* [Extracted entries]:

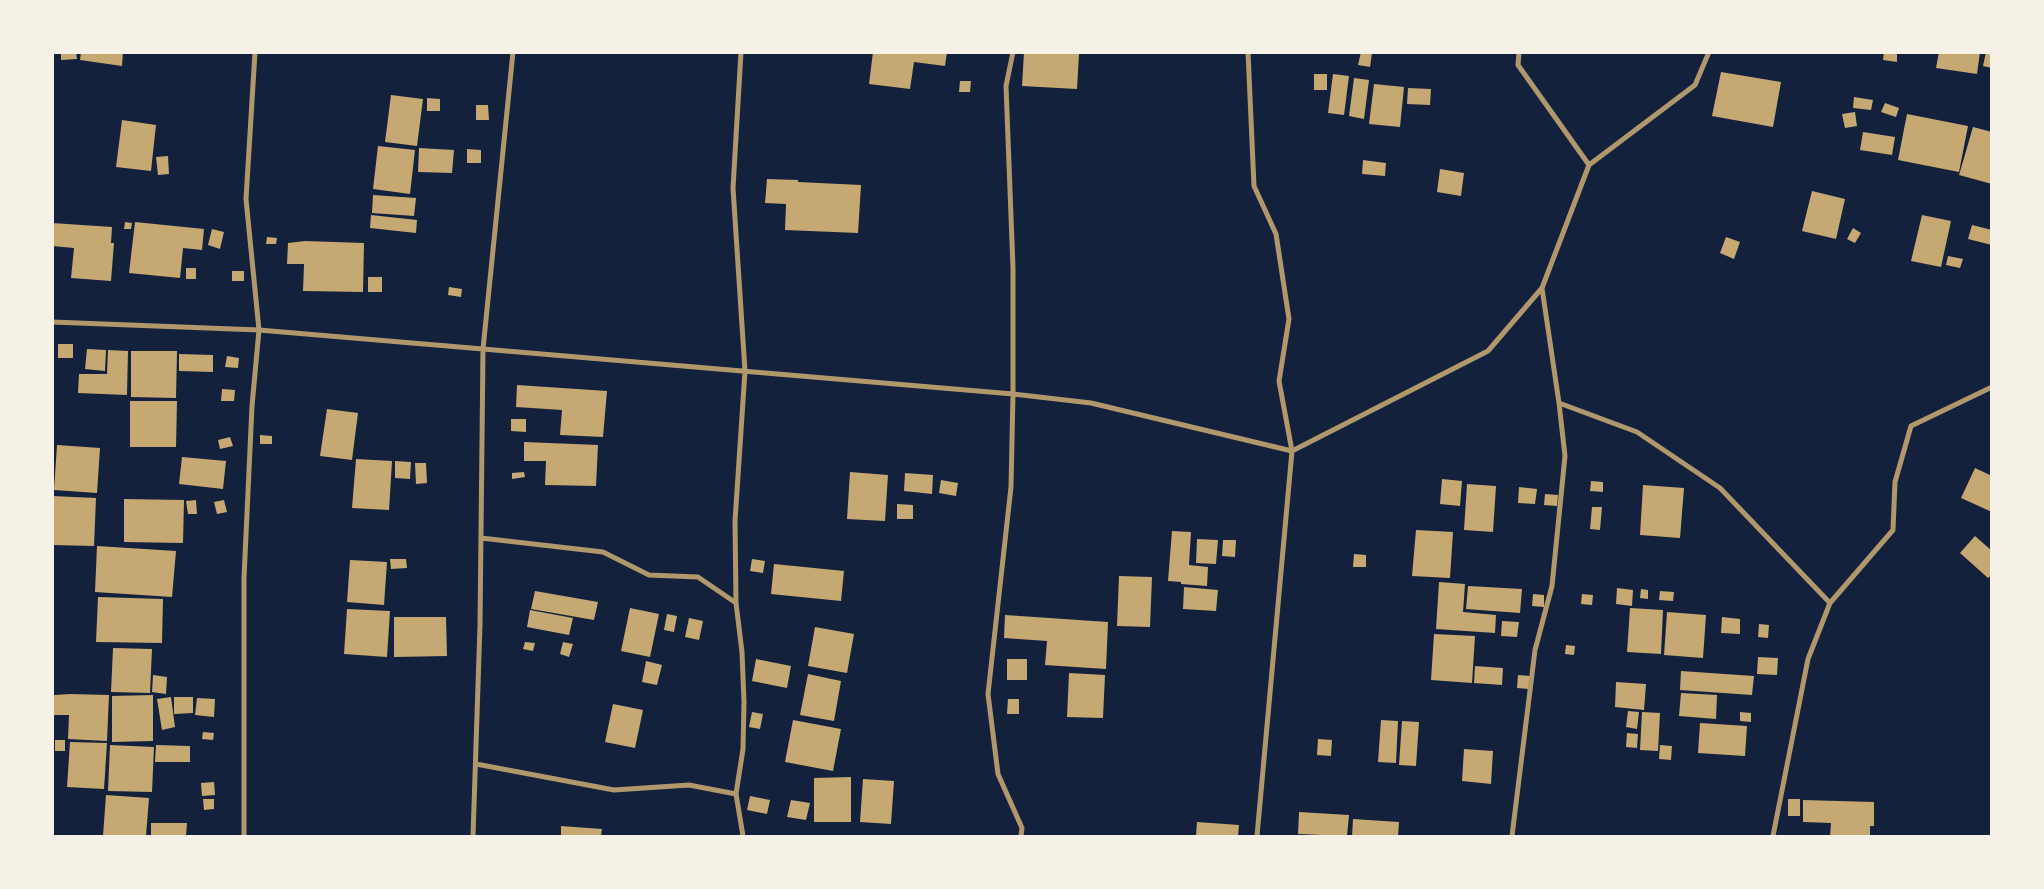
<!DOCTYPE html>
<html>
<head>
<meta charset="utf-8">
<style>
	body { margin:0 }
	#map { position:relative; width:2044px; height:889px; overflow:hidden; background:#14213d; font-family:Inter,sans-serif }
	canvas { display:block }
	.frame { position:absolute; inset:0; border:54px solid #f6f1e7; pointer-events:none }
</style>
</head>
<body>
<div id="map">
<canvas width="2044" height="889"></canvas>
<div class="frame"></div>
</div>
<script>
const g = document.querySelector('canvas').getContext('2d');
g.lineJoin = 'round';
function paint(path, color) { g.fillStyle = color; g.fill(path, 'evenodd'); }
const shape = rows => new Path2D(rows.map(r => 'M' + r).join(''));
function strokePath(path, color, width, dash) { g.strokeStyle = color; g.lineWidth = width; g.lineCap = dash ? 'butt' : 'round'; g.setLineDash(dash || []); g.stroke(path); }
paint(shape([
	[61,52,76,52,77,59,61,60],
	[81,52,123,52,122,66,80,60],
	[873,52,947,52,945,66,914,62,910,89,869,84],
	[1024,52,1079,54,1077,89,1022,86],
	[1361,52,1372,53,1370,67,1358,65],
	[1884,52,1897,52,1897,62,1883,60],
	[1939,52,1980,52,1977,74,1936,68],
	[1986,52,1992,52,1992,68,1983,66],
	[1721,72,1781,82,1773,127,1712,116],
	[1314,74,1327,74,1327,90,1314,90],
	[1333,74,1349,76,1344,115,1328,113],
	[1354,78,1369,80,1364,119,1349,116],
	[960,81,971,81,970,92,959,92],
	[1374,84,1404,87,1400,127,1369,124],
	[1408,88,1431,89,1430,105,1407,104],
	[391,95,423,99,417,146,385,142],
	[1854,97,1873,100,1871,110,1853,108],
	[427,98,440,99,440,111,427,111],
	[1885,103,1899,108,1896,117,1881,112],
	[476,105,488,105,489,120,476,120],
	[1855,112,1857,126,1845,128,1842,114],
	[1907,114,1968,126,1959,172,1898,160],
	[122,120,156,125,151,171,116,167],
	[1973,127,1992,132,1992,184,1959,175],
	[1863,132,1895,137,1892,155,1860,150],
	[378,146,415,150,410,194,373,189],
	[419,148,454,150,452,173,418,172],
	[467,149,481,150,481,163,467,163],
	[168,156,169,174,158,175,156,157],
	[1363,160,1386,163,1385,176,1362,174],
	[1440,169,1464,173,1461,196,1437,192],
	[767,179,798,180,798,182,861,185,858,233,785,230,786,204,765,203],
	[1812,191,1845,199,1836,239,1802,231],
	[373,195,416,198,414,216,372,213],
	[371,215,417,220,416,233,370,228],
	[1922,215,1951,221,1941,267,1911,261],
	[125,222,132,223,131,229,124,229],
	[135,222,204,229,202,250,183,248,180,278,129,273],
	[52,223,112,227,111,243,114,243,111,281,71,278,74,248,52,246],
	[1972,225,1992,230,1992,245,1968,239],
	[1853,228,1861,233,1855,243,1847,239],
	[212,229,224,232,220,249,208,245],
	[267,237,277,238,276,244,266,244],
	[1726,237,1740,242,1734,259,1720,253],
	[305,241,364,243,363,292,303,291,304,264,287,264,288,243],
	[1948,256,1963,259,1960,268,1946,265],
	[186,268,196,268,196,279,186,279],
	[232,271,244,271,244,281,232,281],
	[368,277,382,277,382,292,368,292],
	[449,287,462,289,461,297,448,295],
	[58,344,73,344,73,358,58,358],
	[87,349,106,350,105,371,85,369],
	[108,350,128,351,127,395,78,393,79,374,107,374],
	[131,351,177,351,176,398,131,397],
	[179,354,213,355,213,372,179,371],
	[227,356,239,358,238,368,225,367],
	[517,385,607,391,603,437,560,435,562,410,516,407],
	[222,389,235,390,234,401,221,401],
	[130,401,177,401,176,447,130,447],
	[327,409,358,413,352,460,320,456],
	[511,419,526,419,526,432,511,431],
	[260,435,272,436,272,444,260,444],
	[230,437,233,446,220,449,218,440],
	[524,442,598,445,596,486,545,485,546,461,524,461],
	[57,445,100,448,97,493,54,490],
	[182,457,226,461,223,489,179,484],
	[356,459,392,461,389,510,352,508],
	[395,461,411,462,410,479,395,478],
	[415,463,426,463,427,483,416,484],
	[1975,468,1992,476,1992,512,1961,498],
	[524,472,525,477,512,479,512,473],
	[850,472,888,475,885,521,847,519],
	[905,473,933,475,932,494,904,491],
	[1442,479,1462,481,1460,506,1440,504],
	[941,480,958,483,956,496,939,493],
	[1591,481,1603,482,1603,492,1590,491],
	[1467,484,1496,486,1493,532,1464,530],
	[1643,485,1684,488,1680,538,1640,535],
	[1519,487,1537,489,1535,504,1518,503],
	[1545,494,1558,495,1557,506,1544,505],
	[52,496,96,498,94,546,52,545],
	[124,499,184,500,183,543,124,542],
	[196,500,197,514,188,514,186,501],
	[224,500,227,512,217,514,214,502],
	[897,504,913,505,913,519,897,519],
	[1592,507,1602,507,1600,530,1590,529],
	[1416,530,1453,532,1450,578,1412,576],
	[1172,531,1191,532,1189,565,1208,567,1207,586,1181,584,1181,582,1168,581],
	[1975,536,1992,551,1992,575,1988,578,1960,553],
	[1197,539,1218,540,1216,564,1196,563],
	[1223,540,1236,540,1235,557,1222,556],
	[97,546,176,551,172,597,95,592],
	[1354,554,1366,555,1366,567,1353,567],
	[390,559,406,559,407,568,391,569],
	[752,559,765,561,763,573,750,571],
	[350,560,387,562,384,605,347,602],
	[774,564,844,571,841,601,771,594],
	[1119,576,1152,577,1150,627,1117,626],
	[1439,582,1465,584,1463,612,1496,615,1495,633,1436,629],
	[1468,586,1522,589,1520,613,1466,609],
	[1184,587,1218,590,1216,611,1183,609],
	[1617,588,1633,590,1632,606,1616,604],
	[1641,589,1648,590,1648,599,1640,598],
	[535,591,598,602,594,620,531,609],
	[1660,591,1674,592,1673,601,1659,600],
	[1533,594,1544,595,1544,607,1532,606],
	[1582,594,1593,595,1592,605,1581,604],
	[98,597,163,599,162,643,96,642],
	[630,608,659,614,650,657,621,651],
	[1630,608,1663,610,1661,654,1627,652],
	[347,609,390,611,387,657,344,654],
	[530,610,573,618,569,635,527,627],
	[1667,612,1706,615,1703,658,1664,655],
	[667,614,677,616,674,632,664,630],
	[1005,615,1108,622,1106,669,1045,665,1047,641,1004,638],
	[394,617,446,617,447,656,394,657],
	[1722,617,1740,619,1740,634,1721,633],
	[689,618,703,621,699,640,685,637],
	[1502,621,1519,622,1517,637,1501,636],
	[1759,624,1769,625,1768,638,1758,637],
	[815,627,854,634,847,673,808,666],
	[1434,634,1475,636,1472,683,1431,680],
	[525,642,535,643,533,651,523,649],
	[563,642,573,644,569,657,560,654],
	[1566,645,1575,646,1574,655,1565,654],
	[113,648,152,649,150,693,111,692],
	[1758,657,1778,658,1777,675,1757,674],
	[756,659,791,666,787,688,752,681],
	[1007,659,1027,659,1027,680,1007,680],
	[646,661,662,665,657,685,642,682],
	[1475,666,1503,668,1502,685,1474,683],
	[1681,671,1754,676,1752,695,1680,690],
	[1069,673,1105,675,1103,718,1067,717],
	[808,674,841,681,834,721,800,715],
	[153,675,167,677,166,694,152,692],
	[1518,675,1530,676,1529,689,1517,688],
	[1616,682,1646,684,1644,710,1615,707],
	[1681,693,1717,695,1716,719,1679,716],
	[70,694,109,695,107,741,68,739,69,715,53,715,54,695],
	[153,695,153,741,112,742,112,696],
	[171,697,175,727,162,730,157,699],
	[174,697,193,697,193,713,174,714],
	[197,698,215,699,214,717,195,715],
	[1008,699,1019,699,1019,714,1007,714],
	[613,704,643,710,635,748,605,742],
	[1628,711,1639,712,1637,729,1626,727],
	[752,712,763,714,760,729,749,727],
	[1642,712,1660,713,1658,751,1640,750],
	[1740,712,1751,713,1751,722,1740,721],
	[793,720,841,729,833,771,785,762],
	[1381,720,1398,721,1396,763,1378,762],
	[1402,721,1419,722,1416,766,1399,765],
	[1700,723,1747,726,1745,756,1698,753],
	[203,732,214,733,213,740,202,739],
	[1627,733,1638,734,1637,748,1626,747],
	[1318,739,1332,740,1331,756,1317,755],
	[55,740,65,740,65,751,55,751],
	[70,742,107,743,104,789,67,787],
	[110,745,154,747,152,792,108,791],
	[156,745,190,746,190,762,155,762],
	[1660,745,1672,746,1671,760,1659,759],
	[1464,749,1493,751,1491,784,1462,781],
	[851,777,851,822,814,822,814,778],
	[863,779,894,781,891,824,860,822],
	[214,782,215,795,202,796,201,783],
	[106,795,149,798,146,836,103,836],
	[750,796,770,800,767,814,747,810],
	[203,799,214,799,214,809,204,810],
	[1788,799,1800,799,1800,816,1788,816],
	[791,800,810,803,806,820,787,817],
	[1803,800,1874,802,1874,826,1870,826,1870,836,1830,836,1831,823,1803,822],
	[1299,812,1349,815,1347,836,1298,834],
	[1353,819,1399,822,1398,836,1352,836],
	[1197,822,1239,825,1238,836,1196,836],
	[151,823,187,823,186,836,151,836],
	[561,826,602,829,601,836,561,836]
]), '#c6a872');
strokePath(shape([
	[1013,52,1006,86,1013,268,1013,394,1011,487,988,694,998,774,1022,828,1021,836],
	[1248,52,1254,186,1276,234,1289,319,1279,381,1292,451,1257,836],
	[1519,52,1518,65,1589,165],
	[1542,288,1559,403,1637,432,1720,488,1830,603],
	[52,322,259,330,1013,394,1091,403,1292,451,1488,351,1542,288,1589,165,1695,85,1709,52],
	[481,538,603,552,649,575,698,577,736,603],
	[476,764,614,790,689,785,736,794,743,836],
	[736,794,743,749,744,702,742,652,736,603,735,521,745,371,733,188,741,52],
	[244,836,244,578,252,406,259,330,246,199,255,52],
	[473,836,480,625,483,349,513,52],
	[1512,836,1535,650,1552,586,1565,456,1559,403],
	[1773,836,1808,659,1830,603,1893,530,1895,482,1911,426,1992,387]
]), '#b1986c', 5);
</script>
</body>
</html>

* [Exercise instructions]:
Go line by line through the data above and report each one that holds the string "canvas".

* [Answer to this exercise]:
	canvas { display:block }
<canvas width="2044" height="889"></canvas>
const g = document.querySelector('canvas').getContext('2d');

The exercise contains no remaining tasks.